For the data below, please report each line where the word "Utama" is found.
★ ★ ★ ★ ★
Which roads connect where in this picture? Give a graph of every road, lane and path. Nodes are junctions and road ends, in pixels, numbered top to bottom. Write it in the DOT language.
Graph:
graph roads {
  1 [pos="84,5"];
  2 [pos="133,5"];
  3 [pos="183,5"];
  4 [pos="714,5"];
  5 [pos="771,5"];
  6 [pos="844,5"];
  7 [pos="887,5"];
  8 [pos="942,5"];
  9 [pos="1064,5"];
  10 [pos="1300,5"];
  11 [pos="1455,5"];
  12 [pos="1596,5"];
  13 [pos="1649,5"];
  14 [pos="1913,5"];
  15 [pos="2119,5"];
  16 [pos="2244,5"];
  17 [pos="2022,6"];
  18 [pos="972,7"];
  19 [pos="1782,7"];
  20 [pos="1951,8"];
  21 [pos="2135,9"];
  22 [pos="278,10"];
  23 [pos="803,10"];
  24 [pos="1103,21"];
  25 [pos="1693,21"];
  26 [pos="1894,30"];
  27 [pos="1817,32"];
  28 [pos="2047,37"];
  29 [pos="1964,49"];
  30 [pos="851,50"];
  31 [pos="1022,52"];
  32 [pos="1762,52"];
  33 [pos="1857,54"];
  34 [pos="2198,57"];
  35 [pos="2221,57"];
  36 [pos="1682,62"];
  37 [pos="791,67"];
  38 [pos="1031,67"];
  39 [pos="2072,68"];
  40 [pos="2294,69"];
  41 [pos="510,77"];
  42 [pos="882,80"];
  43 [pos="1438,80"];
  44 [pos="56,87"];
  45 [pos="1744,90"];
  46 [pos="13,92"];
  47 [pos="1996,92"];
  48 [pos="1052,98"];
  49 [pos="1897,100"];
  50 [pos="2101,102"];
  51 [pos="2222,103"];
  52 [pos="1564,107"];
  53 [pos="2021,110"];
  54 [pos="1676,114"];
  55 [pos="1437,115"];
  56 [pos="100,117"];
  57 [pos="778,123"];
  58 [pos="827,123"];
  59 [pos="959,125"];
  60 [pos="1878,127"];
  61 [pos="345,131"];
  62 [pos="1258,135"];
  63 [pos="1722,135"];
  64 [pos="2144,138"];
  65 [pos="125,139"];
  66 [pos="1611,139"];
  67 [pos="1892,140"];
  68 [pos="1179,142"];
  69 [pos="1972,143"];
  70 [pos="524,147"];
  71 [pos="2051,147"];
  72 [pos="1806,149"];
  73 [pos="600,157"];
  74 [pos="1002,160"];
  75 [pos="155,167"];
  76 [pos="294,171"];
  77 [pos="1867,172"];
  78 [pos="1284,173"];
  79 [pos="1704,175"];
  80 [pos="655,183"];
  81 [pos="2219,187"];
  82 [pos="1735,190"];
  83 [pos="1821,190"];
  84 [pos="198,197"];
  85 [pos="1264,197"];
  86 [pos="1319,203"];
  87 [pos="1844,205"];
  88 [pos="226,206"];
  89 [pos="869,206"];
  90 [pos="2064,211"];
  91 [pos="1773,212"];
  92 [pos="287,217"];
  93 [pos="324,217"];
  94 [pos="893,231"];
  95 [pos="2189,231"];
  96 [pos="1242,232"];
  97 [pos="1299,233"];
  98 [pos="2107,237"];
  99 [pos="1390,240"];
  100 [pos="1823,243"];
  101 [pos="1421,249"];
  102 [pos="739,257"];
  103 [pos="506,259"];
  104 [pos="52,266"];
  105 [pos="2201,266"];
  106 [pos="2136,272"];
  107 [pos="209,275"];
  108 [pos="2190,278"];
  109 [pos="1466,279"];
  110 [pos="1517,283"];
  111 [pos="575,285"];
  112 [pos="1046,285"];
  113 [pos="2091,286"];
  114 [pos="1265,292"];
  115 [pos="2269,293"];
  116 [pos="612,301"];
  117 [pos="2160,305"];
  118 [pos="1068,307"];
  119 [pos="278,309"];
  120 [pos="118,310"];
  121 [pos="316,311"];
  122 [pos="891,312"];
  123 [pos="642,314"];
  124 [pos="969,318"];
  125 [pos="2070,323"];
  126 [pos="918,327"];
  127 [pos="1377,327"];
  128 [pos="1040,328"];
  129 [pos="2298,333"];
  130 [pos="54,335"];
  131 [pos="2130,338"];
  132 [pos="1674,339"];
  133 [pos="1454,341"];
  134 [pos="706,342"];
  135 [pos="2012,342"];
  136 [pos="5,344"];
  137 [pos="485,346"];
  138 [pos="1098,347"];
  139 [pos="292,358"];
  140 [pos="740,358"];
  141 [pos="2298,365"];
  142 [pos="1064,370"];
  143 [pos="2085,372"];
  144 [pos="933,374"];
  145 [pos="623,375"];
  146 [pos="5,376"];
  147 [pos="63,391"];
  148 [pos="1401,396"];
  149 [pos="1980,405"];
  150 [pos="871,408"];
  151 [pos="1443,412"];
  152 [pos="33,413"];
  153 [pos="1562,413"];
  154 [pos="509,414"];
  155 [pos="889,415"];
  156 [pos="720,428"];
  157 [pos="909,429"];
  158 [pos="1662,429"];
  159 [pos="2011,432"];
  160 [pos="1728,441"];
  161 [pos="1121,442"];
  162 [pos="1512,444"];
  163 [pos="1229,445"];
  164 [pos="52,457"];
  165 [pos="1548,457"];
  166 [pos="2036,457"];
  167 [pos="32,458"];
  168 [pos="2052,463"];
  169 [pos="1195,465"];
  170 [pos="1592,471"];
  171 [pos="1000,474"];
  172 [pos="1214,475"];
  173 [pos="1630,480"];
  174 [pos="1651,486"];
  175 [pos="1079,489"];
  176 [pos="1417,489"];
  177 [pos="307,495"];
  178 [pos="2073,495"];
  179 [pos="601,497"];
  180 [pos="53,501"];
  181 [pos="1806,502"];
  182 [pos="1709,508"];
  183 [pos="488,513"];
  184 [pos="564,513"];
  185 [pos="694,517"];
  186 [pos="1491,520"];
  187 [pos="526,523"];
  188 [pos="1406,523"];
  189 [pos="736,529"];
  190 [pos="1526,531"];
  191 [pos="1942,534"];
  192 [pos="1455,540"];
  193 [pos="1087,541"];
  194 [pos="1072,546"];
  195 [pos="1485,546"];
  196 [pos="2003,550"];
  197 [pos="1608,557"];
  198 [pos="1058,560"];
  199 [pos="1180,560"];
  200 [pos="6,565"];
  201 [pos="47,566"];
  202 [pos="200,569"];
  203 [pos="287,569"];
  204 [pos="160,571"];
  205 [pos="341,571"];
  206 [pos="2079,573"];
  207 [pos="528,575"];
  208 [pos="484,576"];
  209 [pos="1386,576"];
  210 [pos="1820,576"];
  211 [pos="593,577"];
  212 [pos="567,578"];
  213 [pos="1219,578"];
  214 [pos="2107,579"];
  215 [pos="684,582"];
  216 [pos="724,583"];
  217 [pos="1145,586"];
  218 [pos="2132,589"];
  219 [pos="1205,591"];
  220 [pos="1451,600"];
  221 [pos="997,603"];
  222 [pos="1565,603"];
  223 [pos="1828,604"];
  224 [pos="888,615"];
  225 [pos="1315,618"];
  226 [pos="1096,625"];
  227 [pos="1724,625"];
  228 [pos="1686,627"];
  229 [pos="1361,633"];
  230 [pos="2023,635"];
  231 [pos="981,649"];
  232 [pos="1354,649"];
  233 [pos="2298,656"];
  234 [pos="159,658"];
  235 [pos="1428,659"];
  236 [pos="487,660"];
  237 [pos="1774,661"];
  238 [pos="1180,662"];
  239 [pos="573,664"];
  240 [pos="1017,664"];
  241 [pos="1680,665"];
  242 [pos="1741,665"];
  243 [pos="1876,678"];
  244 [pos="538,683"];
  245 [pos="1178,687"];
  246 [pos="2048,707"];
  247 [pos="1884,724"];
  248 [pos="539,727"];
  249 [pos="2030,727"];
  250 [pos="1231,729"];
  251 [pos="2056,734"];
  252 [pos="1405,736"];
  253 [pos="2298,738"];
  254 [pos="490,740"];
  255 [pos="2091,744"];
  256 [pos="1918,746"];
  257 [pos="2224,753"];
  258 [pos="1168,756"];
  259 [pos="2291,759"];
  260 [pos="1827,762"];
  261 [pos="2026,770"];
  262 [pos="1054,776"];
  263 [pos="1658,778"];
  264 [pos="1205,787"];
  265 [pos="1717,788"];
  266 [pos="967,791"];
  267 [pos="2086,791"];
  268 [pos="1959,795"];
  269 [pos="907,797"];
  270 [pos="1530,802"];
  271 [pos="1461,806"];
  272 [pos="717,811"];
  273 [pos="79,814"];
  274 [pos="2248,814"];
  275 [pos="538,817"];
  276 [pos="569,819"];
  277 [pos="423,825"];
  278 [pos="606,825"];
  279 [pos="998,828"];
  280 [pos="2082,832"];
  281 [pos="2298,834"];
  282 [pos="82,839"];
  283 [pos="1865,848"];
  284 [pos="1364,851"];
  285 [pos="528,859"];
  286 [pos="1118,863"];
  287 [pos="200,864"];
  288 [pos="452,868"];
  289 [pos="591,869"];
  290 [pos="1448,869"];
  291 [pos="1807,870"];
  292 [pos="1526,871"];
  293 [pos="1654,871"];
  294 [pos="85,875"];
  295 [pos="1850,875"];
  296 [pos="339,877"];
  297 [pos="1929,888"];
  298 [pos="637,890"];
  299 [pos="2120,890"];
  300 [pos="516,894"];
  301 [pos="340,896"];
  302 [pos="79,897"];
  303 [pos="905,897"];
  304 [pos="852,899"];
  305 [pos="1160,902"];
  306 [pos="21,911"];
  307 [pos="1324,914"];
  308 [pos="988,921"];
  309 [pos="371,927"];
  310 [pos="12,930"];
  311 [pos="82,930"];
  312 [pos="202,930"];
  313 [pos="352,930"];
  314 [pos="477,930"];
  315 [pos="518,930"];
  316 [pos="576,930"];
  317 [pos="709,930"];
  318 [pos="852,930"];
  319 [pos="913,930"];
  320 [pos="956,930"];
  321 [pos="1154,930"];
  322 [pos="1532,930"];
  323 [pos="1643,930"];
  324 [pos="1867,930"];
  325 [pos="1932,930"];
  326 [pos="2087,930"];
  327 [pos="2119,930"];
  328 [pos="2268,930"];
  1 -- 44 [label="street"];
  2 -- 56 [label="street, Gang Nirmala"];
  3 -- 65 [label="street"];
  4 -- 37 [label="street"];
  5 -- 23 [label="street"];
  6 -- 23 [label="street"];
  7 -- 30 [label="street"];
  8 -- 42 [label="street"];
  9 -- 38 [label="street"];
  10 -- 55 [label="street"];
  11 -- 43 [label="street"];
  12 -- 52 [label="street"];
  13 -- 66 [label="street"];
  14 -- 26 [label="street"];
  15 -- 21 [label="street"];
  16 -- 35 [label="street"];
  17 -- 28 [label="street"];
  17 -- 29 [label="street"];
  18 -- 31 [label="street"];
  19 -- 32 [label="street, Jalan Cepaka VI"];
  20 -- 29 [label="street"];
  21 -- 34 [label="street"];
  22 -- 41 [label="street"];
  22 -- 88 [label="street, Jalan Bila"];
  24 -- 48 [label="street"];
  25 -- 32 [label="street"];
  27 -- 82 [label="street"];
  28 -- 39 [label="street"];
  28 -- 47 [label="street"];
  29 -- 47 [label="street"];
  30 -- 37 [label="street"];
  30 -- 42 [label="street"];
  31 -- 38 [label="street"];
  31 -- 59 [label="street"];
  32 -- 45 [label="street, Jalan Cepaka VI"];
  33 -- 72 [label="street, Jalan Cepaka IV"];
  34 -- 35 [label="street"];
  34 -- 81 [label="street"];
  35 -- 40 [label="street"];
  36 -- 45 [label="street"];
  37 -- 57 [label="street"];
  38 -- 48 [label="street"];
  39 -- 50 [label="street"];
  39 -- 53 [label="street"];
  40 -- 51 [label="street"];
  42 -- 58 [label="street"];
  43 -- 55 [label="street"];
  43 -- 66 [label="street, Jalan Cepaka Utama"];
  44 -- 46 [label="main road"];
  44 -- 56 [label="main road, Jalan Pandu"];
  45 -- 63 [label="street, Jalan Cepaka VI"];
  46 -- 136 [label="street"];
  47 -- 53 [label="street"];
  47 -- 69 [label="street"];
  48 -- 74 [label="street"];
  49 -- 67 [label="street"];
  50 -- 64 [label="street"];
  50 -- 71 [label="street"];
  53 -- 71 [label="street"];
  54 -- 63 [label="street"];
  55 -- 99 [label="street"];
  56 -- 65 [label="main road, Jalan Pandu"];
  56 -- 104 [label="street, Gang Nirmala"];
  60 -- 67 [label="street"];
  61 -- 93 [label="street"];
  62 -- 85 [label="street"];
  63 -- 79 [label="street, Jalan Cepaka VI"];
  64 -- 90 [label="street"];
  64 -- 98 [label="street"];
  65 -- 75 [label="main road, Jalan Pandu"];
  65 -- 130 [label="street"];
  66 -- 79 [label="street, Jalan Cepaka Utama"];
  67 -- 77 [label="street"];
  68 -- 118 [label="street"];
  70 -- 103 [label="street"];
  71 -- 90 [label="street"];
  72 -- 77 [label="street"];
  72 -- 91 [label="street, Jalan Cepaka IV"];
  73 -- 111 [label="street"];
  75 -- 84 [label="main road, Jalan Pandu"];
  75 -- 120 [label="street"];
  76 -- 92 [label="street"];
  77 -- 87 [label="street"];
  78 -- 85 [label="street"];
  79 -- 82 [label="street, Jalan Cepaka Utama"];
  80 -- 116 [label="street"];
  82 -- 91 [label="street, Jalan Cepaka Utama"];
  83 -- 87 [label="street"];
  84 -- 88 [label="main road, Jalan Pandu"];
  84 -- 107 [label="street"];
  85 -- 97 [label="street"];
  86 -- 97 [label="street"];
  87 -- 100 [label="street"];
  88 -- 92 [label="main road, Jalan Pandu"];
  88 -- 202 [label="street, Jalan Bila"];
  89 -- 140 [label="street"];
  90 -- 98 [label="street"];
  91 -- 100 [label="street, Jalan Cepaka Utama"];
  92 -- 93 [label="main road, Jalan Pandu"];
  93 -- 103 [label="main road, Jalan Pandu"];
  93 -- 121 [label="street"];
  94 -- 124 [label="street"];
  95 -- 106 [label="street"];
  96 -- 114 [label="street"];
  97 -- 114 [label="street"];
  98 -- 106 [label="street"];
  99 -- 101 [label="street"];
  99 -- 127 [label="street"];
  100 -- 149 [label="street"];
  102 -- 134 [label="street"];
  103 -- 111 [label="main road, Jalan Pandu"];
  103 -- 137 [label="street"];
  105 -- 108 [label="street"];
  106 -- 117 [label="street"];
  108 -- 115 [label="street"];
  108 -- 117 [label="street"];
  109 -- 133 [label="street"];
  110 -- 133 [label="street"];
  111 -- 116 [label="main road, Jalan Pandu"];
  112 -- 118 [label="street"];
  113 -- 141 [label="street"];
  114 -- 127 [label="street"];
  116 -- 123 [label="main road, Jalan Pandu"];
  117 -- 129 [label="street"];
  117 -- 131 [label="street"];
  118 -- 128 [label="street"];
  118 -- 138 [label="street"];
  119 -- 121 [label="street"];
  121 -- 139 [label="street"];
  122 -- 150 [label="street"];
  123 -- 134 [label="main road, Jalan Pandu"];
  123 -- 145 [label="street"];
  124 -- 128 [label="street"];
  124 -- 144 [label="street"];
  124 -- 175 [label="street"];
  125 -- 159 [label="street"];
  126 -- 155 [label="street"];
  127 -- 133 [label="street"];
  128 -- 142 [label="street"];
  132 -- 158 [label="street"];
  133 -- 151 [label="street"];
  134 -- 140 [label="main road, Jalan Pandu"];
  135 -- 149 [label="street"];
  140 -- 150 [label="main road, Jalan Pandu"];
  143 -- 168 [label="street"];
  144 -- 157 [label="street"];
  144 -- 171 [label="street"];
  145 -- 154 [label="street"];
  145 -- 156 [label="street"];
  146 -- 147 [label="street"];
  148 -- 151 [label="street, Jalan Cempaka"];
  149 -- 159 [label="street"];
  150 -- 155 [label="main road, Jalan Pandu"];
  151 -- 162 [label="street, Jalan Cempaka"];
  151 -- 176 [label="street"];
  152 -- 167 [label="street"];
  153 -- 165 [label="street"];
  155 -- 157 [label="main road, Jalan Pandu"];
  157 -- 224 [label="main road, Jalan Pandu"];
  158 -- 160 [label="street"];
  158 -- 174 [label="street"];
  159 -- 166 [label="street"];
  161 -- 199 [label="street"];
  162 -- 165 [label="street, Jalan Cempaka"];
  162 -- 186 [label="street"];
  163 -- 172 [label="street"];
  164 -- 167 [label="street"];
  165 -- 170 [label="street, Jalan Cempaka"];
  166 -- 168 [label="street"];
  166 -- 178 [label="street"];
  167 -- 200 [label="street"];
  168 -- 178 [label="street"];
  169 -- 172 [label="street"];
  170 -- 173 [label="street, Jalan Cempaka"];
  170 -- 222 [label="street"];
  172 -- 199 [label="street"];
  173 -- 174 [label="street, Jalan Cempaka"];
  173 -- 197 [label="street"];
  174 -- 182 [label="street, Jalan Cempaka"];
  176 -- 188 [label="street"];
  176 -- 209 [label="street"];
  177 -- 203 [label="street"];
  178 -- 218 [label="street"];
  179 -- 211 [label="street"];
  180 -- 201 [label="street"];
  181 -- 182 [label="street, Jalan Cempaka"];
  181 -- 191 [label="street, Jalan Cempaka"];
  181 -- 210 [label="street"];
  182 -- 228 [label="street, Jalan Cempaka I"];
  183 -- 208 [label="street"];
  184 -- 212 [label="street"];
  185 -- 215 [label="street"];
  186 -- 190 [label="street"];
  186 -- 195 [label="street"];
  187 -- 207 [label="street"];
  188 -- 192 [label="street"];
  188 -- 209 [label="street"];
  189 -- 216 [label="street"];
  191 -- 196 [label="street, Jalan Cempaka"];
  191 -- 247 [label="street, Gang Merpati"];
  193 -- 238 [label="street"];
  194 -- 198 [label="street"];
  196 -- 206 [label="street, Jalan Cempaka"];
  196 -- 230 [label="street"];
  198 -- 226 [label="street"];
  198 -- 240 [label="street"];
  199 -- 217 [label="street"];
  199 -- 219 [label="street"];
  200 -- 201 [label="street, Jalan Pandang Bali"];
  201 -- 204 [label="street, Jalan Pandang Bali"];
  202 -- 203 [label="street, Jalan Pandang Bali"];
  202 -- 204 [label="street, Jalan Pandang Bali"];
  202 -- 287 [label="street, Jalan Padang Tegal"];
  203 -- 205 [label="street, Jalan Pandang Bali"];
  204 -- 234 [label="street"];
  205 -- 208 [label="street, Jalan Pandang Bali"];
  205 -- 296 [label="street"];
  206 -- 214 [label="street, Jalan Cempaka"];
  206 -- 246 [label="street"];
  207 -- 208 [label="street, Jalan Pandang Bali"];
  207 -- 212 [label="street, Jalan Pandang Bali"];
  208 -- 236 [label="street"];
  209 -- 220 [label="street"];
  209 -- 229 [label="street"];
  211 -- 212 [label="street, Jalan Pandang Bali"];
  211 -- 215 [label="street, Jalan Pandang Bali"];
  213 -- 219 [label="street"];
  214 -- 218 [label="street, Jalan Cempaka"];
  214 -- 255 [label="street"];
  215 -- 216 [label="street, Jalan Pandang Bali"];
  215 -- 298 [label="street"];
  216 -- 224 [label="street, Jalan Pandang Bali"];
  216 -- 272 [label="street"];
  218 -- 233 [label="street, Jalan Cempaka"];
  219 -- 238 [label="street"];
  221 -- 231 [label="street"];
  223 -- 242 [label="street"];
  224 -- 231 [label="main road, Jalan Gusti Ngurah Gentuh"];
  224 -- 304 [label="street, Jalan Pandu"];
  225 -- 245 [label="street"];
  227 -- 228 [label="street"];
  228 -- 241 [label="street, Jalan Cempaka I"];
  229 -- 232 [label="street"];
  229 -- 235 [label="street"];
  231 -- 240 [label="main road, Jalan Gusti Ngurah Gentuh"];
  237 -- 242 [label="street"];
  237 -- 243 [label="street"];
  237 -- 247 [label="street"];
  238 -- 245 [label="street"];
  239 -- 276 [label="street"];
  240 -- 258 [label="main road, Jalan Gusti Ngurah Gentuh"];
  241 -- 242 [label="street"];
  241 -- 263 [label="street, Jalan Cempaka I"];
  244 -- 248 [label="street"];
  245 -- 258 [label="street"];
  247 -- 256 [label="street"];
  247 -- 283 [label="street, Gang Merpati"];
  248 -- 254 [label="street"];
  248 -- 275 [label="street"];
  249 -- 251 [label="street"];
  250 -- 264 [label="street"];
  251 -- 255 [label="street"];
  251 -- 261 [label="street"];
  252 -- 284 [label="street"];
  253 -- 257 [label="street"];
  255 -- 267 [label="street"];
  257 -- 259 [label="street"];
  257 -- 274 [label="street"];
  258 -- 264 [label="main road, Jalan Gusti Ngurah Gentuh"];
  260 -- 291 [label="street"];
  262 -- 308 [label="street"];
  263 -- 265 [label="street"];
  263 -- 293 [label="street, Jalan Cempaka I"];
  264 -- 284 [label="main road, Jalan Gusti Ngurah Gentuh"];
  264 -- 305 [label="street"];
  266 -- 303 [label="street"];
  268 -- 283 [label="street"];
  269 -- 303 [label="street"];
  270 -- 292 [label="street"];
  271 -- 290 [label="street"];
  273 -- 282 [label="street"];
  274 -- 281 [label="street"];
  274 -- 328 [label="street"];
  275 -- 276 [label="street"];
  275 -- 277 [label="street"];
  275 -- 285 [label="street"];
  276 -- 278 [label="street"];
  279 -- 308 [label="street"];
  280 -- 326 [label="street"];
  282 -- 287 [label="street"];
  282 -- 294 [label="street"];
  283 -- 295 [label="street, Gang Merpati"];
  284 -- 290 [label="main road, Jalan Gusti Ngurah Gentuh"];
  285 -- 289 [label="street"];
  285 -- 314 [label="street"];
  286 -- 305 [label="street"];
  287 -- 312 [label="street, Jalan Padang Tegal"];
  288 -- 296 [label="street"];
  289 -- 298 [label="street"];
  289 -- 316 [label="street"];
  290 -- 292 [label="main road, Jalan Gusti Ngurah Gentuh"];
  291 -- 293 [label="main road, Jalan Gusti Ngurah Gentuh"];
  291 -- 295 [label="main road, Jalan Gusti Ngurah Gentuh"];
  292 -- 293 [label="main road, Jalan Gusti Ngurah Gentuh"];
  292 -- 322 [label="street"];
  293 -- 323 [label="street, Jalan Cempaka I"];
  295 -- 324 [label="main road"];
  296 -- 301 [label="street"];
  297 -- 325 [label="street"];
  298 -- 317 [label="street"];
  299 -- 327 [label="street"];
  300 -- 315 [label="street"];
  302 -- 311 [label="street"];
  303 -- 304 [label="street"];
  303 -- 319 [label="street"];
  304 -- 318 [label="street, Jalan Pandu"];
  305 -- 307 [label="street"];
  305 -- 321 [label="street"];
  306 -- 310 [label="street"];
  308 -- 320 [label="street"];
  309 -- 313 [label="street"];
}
★ ★ ★ ★ ★
*SOLUTION:*
  43 -- 66 [label="street, Jalan Cepaka Utama"];
  66 -- 79 [label="street, Jalan Cepaka Utama"];
  79 -- 82 [label="street, Jalan Cepaka Utama"];
  82 -- 91 [label="street, Jalan Cepaka Utama"];
  91 -- 100 [label="street, Jalan Cepaka Utama"];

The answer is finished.